[INPUT Boundary: Start]

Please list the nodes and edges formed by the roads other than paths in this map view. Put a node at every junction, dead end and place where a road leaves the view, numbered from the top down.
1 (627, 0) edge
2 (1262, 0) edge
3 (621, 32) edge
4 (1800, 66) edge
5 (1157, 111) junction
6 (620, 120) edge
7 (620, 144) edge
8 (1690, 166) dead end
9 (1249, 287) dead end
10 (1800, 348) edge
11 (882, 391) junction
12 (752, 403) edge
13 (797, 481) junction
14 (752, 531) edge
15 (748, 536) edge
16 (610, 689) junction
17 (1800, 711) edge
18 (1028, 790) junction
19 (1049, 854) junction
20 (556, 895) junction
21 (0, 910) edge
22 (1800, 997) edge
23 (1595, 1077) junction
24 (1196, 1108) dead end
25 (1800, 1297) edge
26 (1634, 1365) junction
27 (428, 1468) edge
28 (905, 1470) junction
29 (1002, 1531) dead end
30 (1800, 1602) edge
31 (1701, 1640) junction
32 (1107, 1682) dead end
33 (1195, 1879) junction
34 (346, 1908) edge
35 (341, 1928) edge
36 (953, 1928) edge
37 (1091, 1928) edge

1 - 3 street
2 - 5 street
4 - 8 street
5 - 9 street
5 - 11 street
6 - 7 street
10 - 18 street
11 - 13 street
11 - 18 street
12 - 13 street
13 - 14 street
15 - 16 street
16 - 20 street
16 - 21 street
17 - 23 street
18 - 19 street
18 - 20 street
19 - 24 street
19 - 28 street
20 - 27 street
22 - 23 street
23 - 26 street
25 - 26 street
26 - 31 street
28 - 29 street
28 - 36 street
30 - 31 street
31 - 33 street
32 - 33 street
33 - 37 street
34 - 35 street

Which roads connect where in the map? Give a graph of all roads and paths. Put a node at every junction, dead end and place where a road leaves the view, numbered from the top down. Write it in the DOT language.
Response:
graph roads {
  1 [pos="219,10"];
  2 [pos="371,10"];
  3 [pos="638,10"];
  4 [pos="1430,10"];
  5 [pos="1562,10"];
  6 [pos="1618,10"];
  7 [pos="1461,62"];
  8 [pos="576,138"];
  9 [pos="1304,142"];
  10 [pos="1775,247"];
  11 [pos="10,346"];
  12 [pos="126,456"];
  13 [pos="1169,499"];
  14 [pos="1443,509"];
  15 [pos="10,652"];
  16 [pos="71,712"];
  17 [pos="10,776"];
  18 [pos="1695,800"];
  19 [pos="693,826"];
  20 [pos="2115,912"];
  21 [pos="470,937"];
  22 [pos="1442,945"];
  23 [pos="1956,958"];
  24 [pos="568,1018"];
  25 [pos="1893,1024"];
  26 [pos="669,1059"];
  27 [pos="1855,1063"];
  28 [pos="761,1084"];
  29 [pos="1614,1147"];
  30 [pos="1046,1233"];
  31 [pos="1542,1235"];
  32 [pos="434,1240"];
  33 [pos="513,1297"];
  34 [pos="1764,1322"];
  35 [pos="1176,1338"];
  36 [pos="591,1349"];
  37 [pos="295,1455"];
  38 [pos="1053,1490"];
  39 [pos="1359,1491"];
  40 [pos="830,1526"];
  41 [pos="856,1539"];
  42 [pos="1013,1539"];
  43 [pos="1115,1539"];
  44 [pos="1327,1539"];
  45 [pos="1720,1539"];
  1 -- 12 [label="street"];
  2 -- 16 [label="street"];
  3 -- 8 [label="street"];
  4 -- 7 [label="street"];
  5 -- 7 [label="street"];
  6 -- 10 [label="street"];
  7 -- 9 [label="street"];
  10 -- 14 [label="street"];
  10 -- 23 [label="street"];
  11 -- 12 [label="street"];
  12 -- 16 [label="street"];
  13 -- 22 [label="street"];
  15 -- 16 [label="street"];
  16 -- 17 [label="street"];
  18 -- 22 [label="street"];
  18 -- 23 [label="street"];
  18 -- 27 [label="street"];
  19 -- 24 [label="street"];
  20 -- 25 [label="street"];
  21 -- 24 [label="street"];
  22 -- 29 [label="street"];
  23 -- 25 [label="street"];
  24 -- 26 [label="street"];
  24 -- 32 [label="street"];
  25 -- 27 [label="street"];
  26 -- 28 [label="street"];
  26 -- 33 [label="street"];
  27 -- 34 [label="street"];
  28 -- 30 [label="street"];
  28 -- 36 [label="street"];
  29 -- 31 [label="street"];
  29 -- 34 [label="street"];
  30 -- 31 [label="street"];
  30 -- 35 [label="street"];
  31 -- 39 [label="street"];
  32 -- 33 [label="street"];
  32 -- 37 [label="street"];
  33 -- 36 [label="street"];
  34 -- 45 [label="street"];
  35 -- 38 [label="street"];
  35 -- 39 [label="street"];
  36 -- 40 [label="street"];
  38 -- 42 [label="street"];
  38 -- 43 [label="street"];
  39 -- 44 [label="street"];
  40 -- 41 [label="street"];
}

[INPUT Boundary: End]

- **WHAT NEEDS TO BE DONE**
Examine the entries and say how many of their lines hold the word "view". No other words should accompany the number.

- **OUTPUT FOR THIS TASK**
2